Je noie l’appel au sommeil de mon cerveau dans un déluge de notes de piano. Ce même disque qui m’accompagne toutes les journées que j’étire dans la nuit pour grappiller du temps. Le vinyle est usé jusqu’à la corde… comme moi.
J’ouvre un nouveau document vide et sans titre, avec l’intention de le remplir.
Noircir des pages de mots, c’est ce que je préfère.
Noircir toutes les cases de mon agenda, jusqu’à la dernière, avec cette fausse impression de combler le vide : c’est mon quotidien. Mais la vérité, c’est que plus je le comble, plus ce vide m’habite.
Et parce qu’il faut bien trouver un titre à ce document ― vide, lui aussi ―, j’inscris intuitivement : Incohérence.
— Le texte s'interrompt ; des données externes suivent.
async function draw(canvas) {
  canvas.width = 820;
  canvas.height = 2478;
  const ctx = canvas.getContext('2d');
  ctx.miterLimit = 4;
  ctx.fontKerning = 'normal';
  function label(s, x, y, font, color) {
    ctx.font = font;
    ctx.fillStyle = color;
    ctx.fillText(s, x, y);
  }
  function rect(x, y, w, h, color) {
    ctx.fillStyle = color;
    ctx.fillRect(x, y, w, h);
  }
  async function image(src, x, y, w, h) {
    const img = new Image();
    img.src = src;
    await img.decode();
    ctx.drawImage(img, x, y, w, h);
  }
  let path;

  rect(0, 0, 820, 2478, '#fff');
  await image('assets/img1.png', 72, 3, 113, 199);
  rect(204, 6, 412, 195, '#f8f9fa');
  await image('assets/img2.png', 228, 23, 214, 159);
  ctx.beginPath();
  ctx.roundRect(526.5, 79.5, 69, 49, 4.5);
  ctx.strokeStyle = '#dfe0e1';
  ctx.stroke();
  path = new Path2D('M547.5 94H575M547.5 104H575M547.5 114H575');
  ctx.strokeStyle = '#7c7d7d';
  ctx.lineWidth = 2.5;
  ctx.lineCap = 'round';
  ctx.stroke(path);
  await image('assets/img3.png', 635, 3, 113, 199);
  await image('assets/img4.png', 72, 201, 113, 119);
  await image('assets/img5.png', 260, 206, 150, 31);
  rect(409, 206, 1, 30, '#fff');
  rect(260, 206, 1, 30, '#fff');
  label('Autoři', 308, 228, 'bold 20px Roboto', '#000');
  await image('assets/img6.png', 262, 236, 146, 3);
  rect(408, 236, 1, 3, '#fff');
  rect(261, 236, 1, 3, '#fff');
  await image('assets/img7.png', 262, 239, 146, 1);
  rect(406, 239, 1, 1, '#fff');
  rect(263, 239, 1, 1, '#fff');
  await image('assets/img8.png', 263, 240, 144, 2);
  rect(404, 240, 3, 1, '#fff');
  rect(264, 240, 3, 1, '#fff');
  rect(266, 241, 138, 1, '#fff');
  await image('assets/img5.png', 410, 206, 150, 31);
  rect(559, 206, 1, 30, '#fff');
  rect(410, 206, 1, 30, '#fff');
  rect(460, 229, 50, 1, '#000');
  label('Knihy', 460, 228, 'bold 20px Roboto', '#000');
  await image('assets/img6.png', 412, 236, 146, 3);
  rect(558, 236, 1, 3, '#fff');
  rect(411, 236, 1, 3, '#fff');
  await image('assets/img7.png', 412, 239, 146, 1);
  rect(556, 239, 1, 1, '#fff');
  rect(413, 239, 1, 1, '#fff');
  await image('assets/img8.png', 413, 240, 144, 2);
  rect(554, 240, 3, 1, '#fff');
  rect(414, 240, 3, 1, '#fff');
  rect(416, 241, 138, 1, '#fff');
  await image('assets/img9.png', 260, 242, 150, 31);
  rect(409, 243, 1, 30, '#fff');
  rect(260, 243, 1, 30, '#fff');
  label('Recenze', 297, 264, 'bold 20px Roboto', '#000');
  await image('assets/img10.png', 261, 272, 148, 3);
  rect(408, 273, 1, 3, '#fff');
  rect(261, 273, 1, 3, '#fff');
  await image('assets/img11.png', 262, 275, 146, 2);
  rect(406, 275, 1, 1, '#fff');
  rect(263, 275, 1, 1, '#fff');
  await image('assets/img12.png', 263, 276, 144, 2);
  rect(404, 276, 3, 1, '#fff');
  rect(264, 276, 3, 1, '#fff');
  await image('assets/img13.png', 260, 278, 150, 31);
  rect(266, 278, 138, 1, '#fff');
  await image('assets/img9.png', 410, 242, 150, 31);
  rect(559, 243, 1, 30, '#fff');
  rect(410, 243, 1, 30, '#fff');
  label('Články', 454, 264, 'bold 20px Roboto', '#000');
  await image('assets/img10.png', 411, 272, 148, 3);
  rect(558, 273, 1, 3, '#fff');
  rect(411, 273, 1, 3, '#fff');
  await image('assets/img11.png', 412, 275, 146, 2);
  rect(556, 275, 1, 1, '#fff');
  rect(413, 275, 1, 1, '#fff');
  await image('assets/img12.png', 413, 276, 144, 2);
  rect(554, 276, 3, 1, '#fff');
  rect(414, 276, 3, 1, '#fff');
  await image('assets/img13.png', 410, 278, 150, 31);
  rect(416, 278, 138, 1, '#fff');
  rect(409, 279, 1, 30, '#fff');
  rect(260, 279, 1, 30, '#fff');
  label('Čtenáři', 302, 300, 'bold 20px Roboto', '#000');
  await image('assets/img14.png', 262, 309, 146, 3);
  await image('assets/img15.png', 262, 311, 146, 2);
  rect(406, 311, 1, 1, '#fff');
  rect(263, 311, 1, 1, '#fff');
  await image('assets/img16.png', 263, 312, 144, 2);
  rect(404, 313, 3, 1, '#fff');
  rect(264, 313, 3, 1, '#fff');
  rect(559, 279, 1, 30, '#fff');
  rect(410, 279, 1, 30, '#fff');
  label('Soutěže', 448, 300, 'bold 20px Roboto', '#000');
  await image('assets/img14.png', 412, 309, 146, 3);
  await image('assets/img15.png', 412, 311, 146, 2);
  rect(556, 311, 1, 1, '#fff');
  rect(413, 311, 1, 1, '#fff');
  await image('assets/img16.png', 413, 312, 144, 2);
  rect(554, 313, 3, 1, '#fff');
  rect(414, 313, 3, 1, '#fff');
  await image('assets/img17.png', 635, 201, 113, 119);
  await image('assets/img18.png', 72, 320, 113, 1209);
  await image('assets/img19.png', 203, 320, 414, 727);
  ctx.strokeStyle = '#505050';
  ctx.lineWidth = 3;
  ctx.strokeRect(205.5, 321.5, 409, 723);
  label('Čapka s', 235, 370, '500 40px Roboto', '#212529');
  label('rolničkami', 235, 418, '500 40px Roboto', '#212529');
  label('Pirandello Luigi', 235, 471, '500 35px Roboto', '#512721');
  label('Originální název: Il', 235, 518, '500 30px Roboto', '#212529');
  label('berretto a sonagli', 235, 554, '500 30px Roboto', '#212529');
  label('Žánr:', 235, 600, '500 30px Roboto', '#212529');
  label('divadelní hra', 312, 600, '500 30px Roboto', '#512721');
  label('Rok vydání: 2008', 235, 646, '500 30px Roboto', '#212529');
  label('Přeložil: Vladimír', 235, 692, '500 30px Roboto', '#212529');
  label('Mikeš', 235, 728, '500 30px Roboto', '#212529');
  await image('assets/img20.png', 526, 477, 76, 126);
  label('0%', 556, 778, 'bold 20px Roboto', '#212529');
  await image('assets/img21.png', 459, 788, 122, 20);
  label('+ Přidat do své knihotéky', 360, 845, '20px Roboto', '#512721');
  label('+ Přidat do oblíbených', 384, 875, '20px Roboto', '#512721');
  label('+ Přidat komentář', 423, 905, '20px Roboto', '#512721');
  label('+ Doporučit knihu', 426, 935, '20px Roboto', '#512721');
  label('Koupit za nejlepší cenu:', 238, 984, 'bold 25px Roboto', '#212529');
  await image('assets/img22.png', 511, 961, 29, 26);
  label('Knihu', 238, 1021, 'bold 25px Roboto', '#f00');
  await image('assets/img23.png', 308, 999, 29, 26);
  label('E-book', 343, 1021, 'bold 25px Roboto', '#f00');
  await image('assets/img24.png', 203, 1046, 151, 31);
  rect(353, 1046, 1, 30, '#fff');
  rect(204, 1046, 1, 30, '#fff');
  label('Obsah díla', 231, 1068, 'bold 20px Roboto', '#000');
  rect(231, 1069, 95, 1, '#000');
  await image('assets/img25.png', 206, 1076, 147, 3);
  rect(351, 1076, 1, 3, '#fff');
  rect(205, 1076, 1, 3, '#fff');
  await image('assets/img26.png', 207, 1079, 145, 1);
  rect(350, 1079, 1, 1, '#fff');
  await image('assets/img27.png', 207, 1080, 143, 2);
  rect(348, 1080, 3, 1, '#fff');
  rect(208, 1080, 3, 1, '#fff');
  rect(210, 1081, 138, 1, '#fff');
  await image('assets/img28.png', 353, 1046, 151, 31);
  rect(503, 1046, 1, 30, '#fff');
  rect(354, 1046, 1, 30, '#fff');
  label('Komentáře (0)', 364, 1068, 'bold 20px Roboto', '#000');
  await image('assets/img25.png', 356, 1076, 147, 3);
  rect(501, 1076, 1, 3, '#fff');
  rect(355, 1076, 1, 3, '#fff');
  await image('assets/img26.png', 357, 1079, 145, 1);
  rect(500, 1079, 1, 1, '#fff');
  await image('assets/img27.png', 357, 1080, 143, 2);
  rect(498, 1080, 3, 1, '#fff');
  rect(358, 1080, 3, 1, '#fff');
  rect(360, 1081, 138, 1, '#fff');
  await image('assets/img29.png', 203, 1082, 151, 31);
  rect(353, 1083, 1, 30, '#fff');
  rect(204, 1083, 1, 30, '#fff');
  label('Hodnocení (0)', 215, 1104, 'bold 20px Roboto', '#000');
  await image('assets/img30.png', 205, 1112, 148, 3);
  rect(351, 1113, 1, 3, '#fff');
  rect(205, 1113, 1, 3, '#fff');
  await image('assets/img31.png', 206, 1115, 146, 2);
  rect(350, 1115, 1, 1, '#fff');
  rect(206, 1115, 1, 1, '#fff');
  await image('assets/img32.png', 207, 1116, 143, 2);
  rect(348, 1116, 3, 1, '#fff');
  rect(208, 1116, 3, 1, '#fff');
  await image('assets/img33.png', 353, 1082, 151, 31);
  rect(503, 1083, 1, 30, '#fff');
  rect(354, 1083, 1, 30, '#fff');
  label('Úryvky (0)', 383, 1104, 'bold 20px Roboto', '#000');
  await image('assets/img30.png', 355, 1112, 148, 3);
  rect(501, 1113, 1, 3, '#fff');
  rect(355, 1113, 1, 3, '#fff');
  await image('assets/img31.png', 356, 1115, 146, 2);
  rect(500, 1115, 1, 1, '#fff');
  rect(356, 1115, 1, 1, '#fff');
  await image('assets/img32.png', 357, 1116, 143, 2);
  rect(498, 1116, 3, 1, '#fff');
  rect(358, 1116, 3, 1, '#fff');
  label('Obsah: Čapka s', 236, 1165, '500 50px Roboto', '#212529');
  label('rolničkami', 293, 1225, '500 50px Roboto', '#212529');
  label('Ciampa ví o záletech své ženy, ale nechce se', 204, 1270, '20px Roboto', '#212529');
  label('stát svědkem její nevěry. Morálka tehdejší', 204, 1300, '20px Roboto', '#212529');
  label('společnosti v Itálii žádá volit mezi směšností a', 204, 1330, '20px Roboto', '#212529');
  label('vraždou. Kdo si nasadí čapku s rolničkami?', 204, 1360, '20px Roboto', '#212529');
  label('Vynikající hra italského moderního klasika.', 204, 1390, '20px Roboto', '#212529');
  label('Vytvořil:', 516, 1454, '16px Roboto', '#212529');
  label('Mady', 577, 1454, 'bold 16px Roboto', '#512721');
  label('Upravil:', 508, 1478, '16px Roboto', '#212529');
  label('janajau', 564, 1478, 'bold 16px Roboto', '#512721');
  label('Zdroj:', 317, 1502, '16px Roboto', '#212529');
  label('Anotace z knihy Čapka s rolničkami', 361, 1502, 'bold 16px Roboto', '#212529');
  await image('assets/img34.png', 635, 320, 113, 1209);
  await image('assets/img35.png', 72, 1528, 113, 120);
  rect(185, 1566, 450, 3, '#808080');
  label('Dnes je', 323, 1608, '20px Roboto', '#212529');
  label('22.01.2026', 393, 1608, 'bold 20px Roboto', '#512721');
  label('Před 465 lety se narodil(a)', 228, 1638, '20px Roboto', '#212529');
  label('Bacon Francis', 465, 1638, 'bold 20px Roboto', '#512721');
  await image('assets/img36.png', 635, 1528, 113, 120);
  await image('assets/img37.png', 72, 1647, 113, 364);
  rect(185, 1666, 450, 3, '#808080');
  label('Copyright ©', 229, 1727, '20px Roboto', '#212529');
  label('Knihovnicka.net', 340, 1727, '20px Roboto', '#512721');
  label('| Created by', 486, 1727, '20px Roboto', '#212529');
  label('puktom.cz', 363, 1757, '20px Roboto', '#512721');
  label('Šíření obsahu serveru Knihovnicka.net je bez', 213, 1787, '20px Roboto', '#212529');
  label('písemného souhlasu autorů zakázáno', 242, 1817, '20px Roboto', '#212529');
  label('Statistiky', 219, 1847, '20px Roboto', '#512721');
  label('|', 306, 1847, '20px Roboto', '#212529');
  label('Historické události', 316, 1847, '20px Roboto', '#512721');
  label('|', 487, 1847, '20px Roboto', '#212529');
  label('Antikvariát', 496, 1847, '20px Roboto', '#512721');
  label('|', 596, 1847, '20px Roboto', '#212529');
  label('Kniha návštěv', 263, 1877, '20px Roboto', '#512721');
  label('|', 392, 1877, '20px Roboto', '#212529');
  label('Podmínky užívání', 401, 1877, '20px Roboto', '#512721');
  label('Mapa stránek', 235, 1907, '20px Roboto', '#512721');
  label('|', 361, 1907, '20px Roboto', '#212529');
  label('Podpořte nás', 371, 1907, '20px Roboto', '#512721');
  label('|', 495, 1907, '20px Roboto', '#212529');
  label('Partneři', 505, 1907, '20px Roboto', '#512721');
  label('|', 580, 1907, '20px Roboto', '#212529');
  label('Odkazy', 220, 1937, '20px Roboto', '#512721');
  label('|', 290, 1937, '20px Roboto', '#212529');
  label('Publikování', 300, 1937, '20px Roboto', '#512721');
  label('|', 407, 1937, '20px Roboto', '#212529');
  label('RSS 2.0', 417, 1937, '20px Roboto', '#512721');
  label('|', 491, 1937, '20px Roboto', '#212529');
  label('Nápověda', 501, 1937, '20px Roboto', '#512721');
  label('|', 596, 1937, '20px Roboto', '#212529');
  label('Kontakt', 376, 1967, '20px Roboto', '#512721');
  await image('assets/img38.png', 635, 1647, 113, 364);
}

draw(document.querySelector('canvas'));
Bienvenue donc dans mon incohérence.
Je ne suis pas là pour vous parler de mon emploi du temps. Si j’écris ce billet, c’est d’abord pour aborder le sujet de l’écoanxiété. Cette réalité dont j’ai pris la pleine mesure, il y a de cela près de deux ans, en échangeant avec des gens qui en souffrent ainsi qu’avec ceux qui l’étudient. Un mal-être fondé et souvent mal compris qu’éprouve un nombre grandissant de personnes. Une vague de lucidité que j’ai moi-même avalée comme un bouillon. On la reçoit. On s’étouffe, on tousse, on crache. Et après ? Quoique « sains » et saufs, on ne peut plus l’ignorer. Elle est là, quelque part, cette vérité qui nous empêche de respirer à pleins poumons.
Et la vérité c’est que nous sommes à un point de non-retour. Ou on agit collectivement, ou on embaume le vivant. Même parfumée, cette suite ne sent pas bon et c’est pourtant celle vers laquelle nous nous dirigeons à l’heure actuelle.
Que nous devions réduire nos émissions de gaz à effet de serre de 45 % d’ici 2030 et atteindre la carboneutralité d’ici 2050, sans quoi surviendront des dommages irréversibles pour la planète, on le sait. Tout le monde le sait. Mais l’évidence est dure à avaler. C’est peut-être pour ça qu’on parfume, parce que la vérité « goûte mauvais ». Extinction d’espèces au goût de cerise. Millions de déplacés saveur raisin. Terres inondées à croquer pour les amateurs d’oranges. On avale, on dilue et le mal passe… jusqu’à la prochaine nausée. Or, on ne guérit ni l’humain ni la Terre à coups de pilules bonbon.
Si j’ai entrepris l’écriture de ce livre, c’était d’abord pour comprendre. Comprendre cette peur chronique du désastre environnemental dont on parlait abondamment avec une désinvolture qui me laissait perplexe. Écoanxiété : pourquoi tant user d’un mot que chacun peine à définir ? Serions-nous en train d’en faire un cliché avant même d’en avoir saisi l’essence ? C’était mon impression. Ça l’est toujours.
Mon vieux vinyle et moi avons passé des nuits à nous tordre les sillons et l’esprit pour essayer de saisir les origines et la réelle nature de ce trouble. La tête plongée jusqu’aux petites heures du matin dans la littérature scientifique et les témoignages.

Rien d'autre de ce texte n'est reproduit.